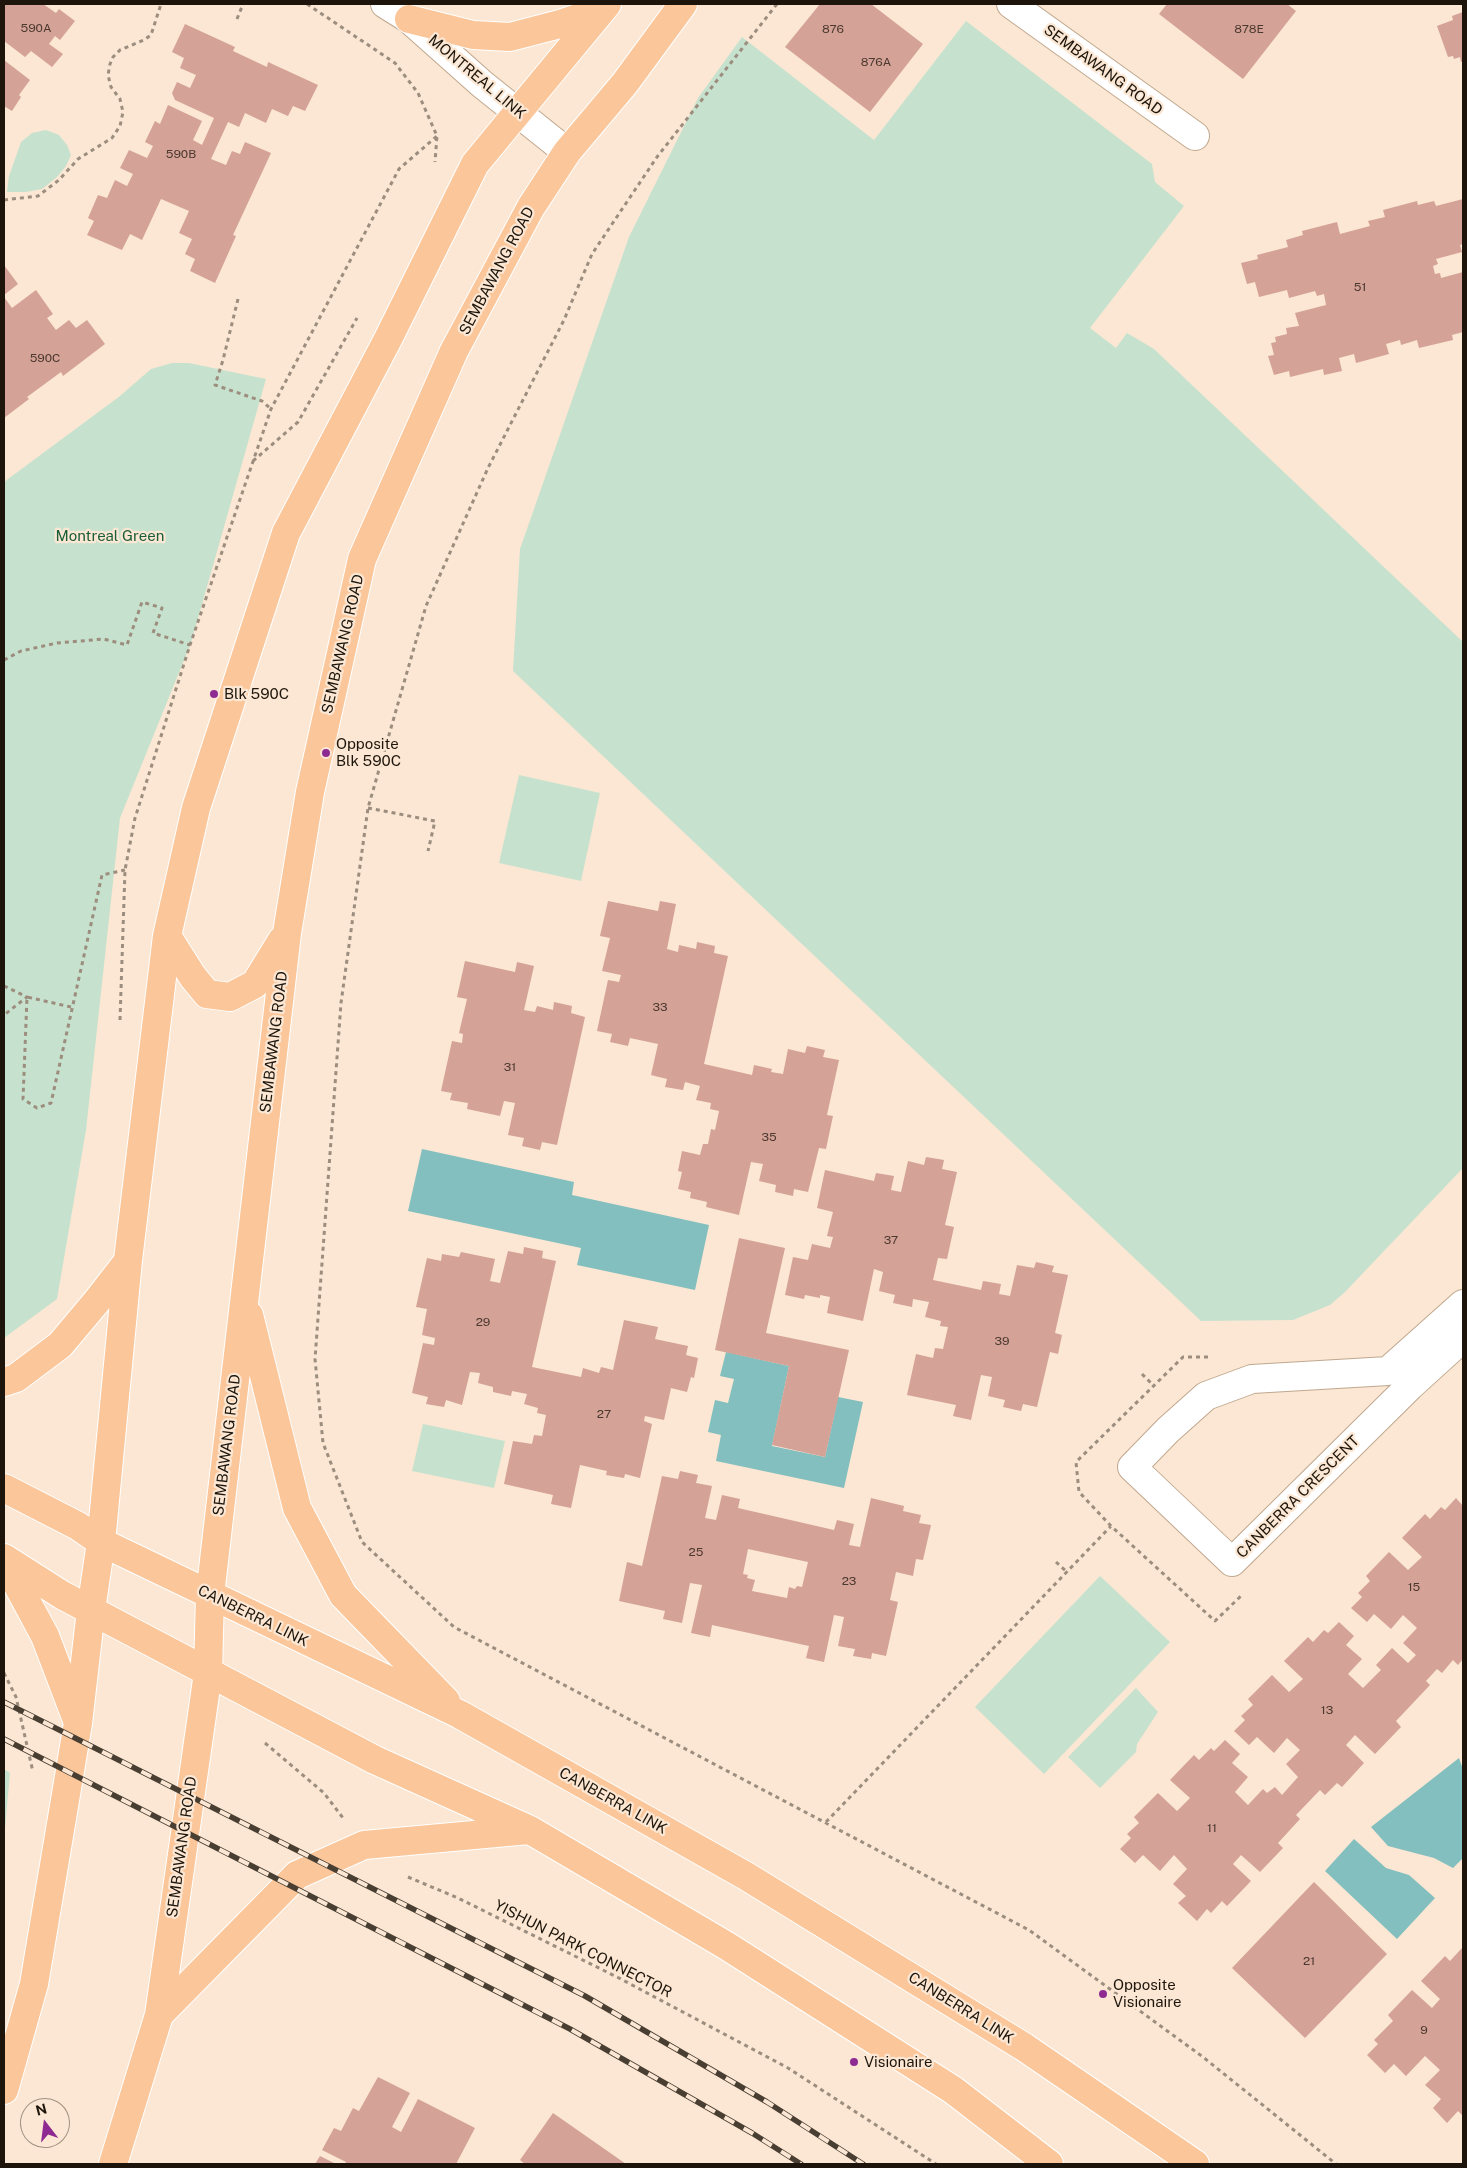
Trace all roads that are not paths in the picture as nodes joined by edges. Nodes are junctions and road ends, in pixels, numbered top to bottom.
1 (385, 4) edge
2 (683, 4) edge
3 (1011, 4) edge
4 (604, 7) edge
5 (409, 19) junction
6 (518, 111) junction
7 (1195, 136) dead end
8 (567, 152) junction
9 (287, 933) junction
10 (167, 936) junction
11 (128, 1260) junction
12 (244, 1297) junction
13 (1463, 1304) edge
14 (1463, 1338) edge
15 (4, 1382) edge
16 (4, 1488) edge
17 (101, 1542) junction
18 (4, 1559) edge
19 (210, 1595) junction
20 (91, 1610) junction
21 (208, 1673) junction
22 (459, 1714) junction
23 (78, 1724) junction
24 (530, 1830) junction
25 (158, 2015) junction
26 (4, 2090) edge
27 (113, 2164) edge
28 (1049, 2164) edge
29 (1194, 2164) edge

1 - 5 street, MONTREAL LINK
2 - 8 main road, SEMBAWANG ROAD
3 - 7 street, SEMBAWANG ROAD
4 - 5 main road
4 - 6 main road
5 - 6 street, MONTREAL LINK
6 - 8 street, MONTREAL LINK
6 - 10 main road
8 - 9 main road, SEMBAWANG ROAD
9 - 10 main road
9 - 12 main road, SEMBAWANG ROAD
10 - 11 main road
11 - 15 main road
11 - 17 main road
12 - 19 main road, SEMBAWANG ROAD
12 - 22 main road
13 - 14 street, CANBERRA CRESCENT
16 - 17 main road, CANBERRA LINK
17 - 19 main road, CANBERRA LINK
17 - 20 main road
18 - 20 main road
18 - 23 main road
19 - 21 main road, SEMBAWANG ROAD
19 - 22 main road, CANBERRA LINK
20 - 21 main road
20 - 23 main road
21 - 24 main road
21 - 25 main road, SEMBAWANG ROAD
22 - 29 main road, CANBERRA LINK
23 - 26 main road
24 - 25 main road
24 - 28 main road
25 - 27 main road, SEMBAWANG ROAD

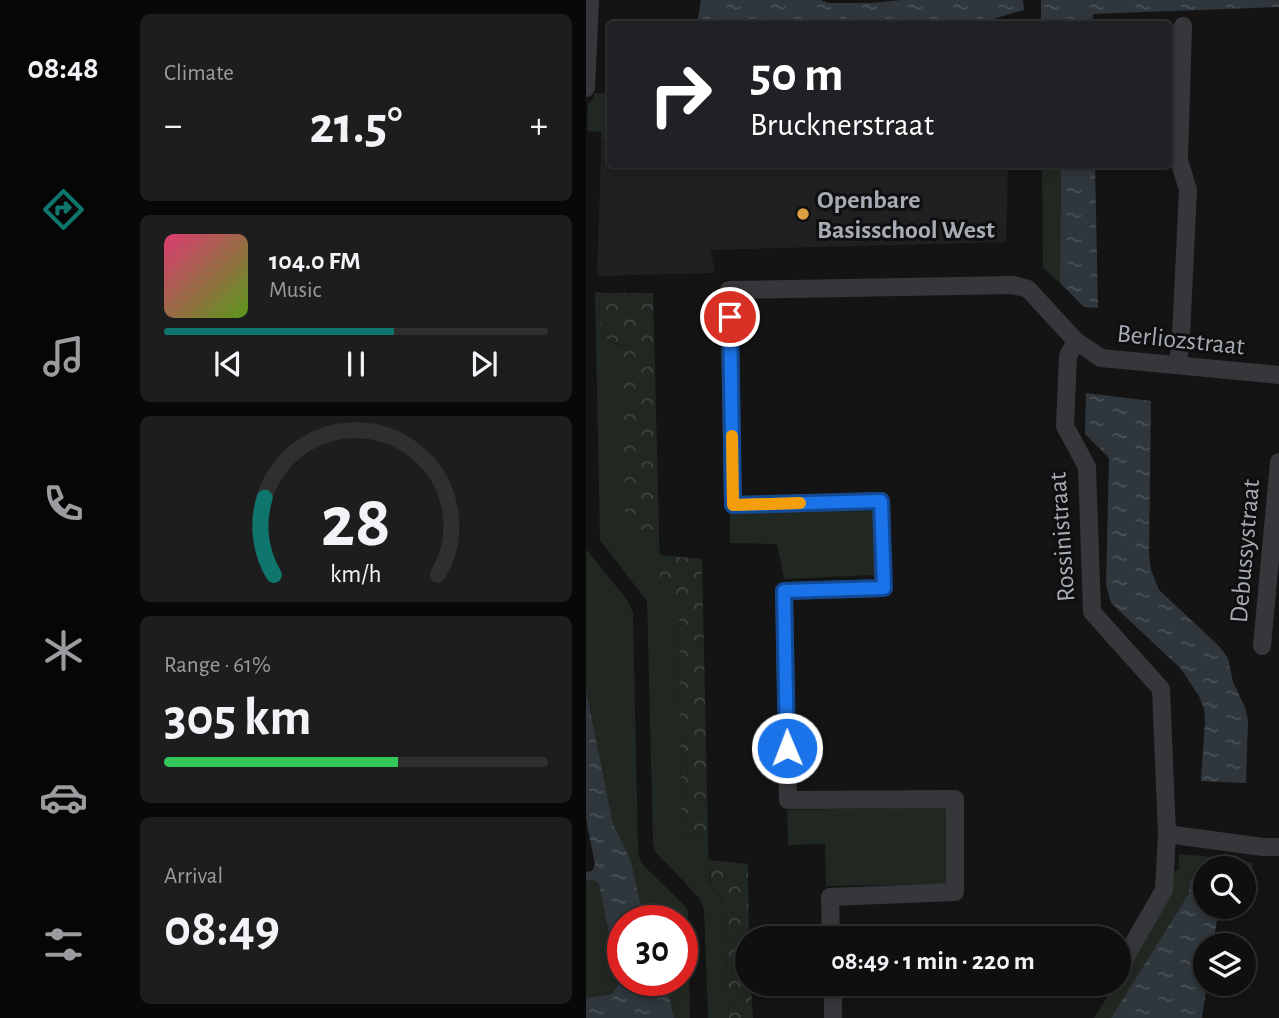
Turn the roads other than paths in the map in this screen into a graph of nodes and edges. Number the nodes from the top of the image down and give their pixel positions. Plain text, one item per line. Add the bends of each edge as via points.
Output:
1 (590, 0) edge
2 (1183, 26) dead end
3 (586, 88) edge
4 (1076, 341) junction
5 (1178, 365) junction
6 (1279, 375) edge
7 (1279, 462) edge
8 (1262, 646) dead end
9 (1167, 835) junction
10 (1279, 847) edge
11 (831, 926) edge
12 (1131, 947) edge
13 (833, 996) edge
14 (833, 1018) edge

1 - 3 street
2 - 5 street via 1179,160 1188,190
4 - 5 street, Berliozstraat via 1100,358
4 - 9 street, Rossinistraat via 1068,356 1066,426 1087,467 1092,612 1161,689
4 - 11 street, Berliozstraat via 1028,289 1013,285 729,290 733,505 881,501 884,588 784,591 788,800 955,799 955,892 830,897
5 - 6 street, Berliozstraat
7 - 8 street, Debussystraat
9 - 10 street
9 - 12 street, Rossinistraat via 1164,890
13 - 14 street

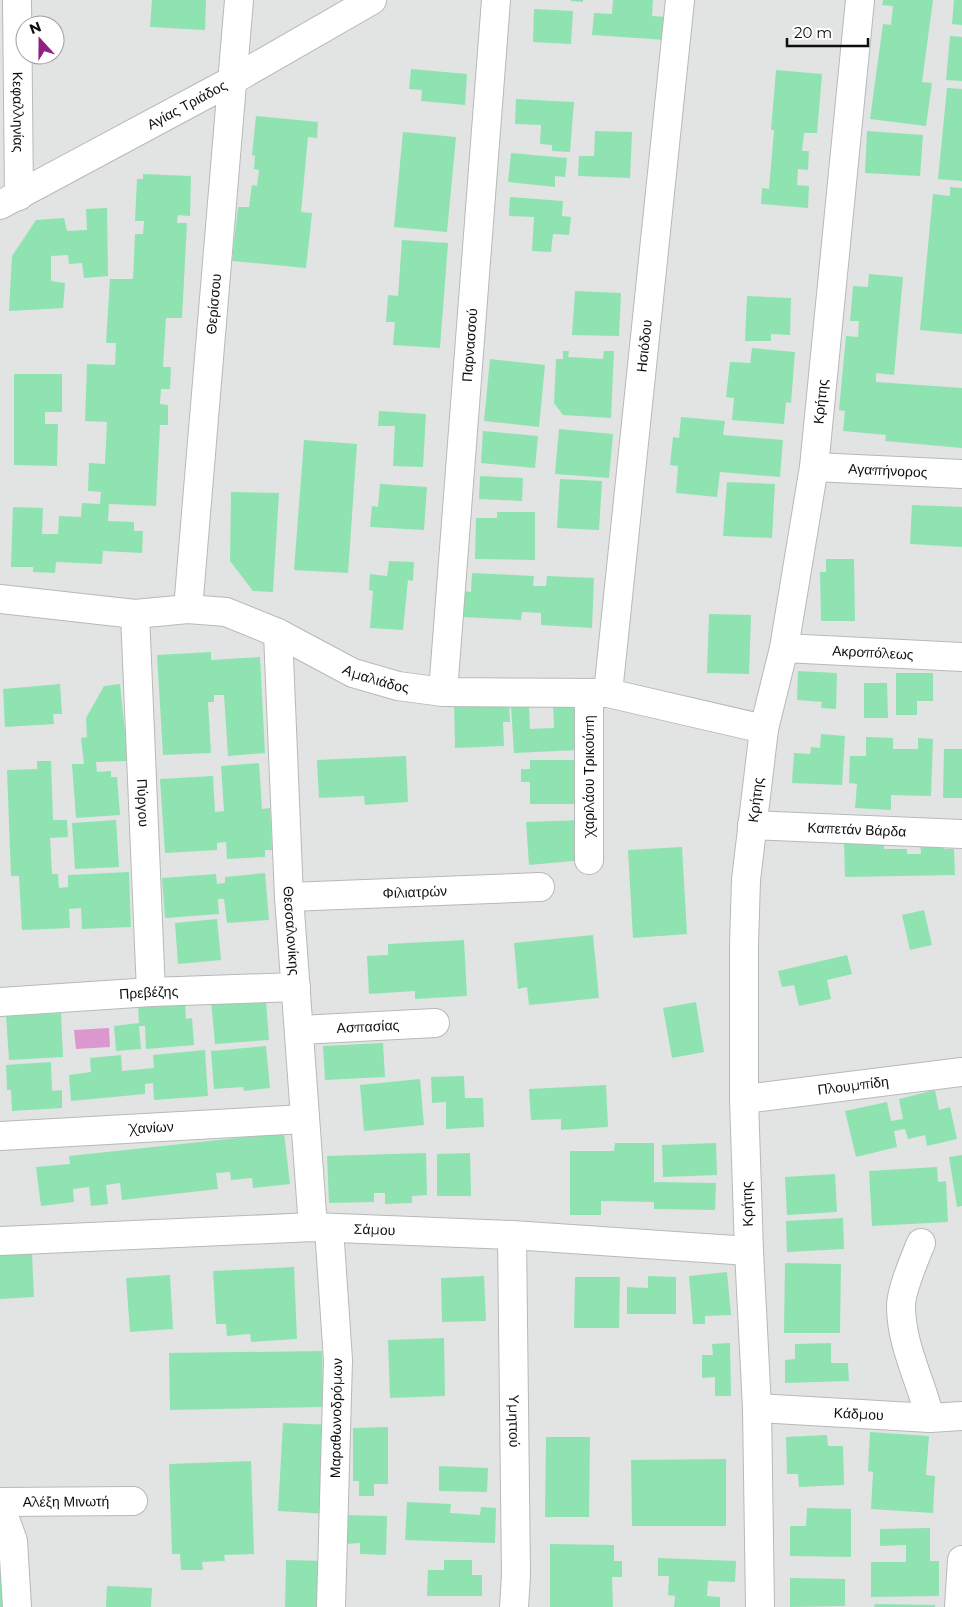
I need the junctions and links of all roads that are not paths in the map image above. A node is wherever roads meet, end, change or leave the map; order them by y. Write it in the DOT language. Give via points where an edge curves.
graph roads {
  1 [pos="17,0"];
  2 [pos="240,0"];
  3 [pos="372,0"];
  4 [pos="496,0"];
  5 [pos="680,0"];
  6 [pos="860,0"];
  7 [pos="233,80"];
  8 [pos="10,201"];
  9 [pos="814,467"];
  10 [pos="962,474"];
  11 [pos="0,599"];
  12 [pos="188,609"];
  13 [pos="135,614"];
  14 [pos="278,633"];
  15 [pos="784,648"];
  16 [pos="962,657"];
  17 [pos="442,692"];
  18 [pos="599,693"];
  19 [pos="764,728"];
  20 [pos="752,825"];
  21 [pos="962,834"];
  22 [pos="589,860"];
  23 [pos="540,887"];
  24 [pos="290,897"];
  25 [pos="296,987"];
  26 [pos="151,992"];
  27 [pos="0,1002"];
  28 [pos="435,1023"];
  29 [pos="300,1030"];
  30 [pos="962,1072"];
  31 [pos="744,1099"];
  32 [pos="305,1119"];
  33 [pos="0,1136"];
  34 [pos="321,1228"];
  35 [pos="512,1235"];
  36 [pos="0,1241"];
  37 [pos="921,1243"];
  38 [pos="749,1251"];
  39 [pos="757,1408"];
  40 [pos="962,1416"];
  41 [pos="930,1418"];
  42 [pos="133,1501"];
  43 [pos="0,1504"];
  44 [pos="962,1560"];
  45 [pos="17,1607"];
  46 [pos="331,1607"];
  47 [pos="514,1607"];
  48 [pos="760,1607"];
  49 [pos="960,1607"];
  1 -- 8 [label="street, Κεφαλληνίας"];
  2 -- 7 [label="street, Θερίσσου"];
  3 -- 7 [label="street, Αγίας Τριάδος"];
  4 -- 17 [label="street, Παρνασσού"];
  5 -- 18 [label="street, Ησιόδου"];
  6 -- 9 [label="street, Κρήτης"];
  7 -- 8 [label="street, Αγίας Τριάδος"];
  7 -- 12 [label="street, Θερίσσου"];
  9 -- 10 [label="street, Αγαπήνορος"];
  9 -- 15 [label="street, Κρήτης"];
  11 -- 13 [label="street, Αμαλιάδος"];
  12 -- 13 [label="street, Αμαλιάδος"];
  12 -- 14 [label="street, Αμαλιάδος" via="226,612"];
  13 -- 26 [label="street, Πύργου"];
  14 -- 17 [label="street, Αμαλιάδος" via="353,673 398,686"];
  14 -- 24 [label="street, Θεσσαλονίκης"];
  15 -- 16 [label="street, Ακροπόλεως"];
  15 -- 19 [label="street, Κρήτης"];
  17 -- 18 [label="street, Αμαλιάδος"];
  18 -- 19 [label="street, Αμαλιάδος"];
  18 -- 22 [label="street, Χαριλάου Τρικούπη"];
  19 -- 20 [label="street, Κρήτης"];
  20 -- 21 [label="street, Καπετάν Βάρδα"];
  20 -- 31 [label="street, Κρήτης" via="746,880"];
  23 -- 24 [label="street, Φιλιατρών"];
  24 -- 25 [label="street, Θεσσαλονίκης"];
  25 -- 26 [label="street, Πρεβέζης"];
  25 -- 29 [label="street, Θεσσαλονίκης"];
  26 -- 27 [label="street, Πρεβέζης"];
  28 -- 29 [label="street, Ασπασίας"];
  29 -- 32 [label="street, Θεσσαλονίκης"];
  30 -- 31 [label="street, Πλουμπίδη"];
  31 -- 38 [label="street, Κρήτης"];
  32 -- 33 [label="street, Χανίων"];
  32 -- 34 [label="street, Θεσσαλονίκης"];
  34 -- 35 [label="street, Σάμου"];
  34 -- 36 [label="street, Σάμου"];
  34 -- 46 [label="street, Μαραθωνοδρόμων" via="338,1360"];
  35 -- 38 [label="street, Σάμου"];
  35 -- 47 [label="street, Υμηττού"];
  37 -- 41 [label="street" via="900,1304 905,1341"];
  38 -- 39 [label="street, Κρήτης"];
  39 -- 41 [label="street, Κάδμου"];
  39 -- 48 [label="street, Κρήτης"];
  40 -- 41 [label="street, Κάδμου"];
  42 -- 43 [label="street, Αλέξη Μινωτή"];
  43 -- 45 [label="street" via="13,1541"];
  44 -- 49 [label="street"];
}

TO DO -
Please show every line of the records that holds the word "roads".

TASK ANSWER -
Trace all roads that are not paths in the picture as nodes joined by edges. Nodes are junctions and road ends, in pixels, numbered top to bottom.
Turn the roads other than paths in the map in this screen into a graph of nodes and edges. Number the nodes from the top of the image down and give their pixel positions. Plain text, one item per line. Add the bends of each edge as via points.
I need the junctions and links of all roads that are not paths in the map image above. A node is wherever roads meet, end, change or leave the map; order them by y. Write it in the DOT language. Give via points where an edge curves.
graph roads {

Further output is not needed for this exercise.